***** MATERIAL TO PROCESS *****

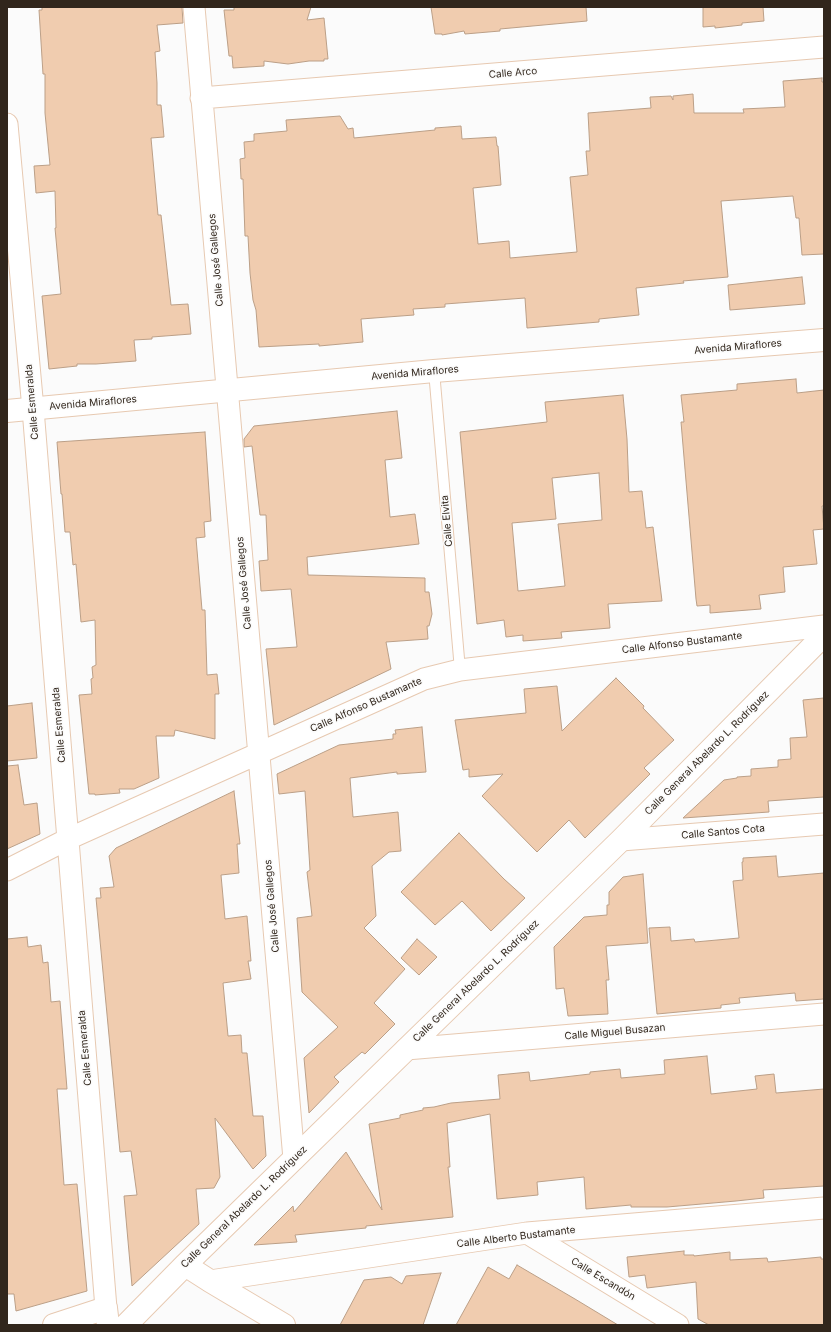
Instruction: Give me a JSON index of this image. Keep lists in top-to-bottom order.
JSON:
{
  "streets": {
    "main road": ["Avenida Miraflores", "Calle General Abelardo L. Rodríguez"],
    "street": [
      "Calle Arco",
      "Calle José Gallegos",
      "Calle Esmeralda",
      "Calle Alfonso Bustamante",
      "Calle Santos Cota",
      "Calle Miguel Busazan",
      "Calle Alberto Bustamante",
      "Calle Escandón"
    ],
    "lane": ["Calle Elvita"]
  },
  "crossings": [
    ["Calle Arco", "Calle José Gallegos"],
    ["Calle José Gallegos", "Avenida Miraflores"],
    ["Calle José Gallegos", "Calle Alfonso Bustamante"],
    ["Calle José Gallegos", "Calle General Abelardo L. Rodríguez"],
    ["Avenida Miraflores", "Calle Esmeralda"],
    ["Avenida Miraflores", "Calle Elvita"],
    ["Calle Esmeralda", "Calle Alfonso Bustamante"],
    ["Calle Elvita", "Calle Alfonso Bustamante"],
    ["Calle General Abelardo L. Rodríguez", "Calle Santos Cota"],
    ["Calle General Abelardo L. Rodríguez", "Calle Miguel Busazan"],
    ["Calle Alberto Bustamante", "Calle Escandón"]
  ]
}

*****
***** MATERIAL TO PROCESS *****

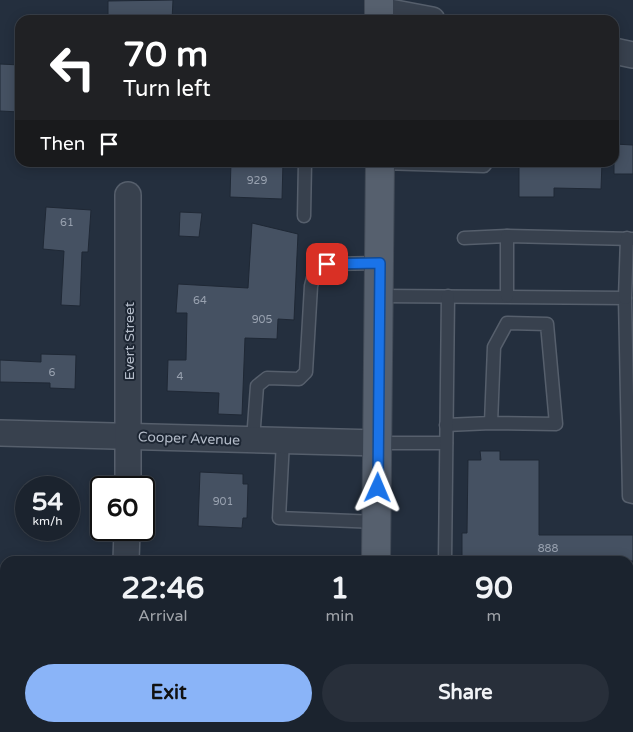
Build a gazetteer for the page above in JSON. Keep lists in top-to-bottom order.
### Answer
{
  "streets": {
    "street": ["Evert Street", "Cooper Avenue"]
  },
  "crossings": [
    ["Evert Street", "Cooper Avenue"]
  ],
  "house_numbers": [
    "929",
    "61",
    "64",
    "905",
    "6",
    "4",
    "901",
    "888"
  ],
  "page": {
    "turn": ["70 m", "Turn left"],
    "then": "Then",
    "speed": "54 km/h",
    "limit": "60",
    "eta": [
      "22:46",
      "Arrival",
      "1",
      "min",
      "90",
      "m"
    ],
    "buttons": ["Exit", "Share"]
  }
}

*****

# EXERCISE REQUIREMENTS:
If a line in the records holds the string "order", copy it.

# SOLUTION:
Instruction: Give me a JSON index of this image. Keep lists in top-to-bottom order.
Build a gazetteer for the page above in JSON. Keep lists in top-to-bottom order.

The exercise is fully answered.